Die Aufnahme mit einem Stereo-Recorder gestaltete sich nicht ganz einfach, da erst der Aufnahmepegel reguliert werden musste und dafür das Stück erneut angespielt wurde. Ebenfalls musste das Mikrofon an einem günstigen Ort im Raum aufgestellt werden, um  ein optimales Klangerlebnis zu ermöglichen, v.a. da die Nähe zum Mikrofon ja die Lautstärke sehr stark  beeinflusst. Mir war es wichtig, dass die Teilnehmerin, für die dieses Stück gedacht war, selbst den Aufnahme-Regler bedient, so musste ich sie in die Bedienung dieser oft komplex gehaltenen Geräte einweisen.

Die erste Aufnahme ist dann prompt auch nicht gelungen. Dies lag schlicht daran, dass ich während der technischen Einführung die Aufnahme bereits gestartet hatte und die Teilnehmerin diese dann vermeintlich erneut startete, tatsächlich aber dadurch erst stoppte.

Die zweite Aufnahme nutzten wir dann, um abzusichern, dass in den  Sekunden nach Beginn und vor dem Ende der Aufnahme Stille herrschte, um ein möglichst sauberes Klangerlebnis zu ermöglichen.

Wir spielten in etwa 7 Minuten, für ein modernes Stück aus der Unterhaltungsindustrie sehr lang, für den Musiktherapie-kundigen ein Zeitraum, in dem musikalisch und auch emotional viel Entwicklung stattfinden kann. Als Entspannungsmusik eher kurz, so dass die Teilnehmerin darum bat, ihr dieses Stück mehrfach auf ihre CD zu brennen, damit sie diese Musik mehrfach hintereinander anhören könne.

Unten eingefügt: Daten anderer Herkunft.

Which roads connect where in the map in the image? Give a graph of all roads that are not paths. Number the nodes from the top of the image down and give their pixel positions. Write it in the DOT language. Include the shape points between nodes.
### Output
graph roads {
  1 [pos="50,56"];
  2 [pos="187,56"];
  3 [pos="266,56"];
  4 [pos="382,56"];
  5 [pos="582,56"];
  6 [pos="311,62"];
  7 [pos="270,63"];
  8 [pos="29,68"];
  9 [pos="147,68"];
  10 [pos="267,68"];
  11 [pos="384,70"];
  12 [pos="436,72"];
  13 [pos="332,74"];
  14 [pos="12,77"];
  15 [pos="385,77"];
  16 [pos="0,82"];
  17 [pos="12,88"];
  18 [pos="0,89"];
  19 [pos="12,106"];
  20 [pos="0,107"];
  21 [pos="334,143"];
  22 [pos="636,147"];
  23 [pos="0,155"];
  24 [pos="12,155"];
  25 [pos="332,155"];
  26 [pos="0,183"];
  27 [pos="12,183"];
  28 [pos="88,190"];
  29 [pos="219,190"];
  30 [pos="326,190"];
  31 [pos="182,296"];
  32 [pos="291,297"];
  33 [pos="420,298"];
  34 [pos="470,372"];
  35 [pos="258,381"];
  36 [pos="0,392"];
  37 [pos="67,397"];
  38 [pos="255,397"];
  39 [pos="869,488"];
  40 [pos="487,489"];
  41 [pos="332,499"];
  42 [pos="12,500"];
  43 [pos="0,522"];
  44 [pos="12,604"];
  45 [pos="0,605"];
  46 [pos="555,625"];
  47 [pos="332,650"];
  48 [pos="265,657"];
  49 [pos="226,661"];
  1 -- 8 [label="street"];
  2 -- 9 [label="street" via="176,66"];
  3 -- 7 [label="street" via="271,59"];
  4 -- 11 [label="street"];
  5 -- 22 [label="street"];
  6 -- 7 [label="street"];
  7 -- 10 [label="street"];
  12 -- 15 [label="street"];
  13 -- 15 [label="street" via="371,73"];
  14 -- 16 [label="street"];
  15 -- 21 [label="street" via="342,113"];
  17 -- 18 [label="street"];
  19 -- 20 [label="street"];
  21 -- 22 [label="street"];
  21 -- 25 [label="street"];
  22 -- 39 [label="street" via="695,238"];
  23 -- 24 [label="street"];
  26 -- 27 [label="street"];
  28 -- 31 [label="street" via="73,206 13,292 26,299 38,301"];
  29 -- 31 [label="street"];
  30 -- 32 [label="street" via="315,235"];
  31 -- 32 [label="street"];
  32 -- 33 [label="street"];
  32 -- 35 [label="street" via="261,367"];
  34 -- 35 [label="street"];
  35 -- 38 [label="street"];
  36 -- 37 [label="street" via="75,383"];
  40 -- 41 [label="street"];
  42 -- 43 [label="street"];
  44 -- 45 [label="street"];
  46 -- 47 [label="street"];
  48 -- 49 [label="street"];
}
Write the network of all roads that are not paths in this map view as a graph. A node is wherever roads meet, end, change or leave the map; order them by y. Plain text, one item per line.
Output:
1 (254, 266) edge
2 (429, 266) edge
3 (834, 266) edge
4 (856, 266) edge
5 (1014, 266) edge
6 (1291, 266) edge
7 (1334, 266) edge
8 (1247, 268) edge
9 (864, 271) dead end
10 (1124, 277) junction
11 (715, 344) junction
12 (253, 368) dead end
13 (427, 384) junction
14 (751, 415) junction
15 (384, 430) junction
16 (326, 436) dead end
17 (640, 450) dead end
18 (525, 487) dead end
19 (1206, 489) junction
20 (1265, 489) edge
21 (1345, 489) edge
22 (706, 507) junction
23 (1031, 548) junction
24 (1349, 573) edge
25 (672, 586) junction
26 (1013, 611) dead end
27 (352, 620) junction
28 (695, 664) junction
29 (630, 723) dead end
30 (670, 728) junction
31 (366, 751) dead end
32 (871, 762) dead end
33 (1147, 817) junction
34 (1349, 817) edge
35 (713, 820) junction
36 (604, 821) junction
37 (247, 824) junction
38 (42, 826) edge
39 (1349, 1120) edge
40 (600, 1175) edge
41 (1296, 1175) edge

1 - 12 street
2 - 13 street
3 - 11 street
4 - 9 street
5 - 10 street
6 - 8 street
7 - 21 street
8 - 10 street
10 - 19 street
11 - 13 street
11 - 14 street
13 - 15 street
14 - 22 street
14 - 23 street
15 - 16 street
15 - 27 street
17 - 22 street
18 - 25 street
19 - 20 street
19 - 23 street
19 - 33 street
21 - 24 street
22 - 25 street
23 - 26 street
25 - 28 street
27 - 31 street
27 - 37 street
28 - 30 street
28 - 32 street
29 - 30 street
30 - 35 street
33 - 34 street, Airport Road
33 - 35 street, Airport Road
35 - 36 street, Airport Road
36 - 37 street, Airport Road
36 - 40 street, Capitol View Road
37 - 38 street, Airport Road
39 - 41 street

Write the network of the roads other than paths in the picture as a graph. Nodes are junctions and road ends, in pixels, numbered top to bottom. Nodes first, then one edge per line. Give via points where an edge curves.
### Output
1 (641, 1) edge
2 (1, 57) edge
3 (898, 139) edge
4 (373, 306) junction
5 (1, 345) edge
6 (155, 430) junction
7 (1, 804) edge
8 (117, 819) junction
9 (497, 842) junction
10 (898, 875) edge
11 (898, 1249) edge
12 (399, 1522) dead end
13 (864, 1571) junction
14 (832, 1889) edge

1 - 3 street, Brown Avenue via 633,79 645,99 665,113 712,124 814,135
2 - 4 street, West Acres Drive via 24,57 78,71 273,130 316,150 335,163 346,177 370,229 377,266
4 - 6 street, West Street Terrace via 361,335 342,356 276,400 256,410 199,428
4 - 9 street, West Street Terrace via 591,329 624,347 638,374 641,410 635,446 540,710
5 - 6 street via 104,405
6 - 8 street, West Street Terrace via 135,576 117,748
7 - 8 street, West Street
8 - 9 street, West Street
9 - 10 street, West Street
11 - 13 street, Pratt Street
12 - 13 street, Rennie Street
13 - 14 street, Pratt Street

Wir hörten im Anschluss unsere Musik gemeinsam an. Hierbei fiel auf, dass sich die Instrumente teilweise ganz anders anhörten, als wir es bislang wahrgenommen hatten, dass beispielsweise das Monochord, das eher im Hintergrund beinahe unterging, durch seine Nähe zum Mikrofon gut und deutlich zu hören war. Für die Teilnehmer war es offensichtlich sehr wichtig und spannend, diese ihre eigene Musik anzuhören.

Dankenswerterweise hatte einer der Teilnehmer sein Notebook in greifbarer Nähe, so dass der Transfer auf eine CD leicht zu erledigen war.

Ich hoffe, dass die CD für die Teilnehmerin ein nachhaltiger Gegenpol zu ihrem Schmerzerleben sein kann und sie daran erinnert, dass sie dem Schmerz nicht hilflos ausgeliefert ist. Sie selbst war sehr dankbar für diese Stunde und dafür, dass sie durch die Gruppe ein Geschenk bekam, indem alle gemeinsam etwas für sie machten, sie die sonst diejenige gewesen ist, die sich selbst aufopferungsvoll um andere kümmerte und sich selbst häufig vergaß und vergessen wurde.